What actually happened
实际发生了什么
A representative fifteen-turn run, with a drought and a winter rumor injected partway: 一次典型的 15 轮运行,中途注入了干旱和冬季传言:
| Metric | Result |
|---|---|
| Valid JSON actions | 100% (75 of 75 calls) |
| Trades per turn | sustained 3 to 9, never silent |
| Honey price | crashed 10 to 3 during the bank-run legend |
| Firewood price | rose 4 to 7 as winter scarcity bit |
| Wealth gap (Gini) | widened 0.14 to 0.38 |
| Outcome | the woodcutter ended richest, the hoarder broke |
| 指标 | 结果 |
|---|---|
| 有效 JSON 操作 | 100% (75/75 次调用) |
| 每轮交易量 | 持续在 3 到 9 之间,从未静止 |
| 蜂蜜价格 | 在银行挤兑传说中从 10 跌至 3 |
| 木柴价格 | 随着冬季稀缺性加剧,从 4 涨至 7 |
| 贫富差距 (基尼系数) | 从 0.14 扩大到 0.38 |
| 结局 | 伐木工最富有,囤积者破产 |
The reasoning behind every one of those moves is in the open traces dataset: each row is a creature’s full prompt, raw response, parsed actions, and private thought. 每一次行动背后的推理过程都在开放的追踪数据集中:每一行都包含了智能体的完整提示词、原始响应、解析后的动作以及私下思考。
Takeaways for building with small models
小型模型开发心得
Most of the engineering is closing the gap between a small model’s reliable formatting and its unreliable reasoning, with structure and prompting rather than scale. Emergent systems need designed scarcity; abundance is boring. And the most compelling small-model demos do not need invented drama.

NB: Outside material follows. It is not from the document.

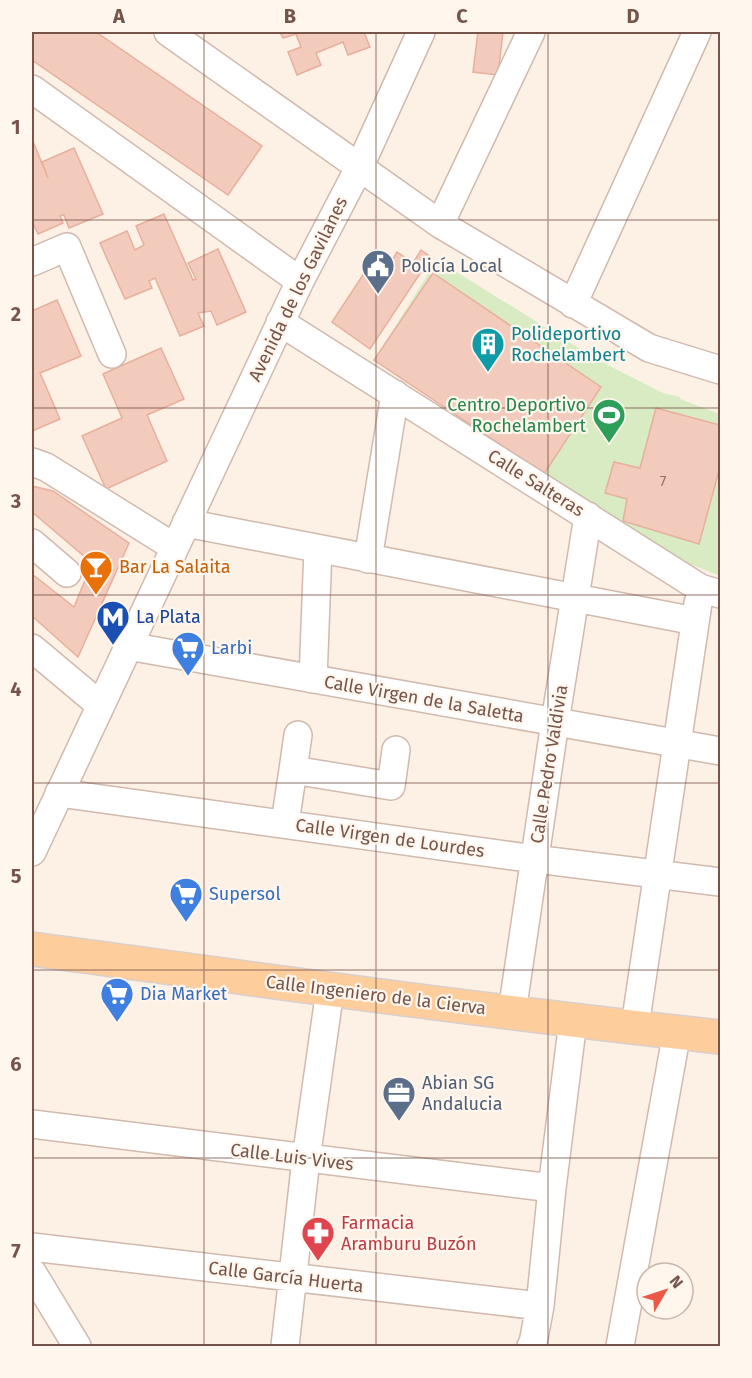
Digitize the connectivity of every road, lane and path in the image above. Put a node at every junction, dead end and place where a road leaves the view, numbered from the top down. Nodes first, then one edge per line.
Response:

Three centuries of market history had it ready, and a council of 3B agents was enough to play it out. Small models, big adventures. Try the Space. 大部分工程工作在于弥合小型模型在格式化上的可靠性与推理上的不可靠性之间的差距,这需要通过结构设计和提示词工程,而不是单纯堆砌规模。涌现系统需要人为设计的稀缺性;富足是无聊的。最引人入胜的小型模型演示并不需要虚构的戏剧性。三百年的市场历史已经准备好了素材,而一个 3B 智能体委员会足以将其演绎出来。小型模型,大冒险。去试试这个 Space 吧。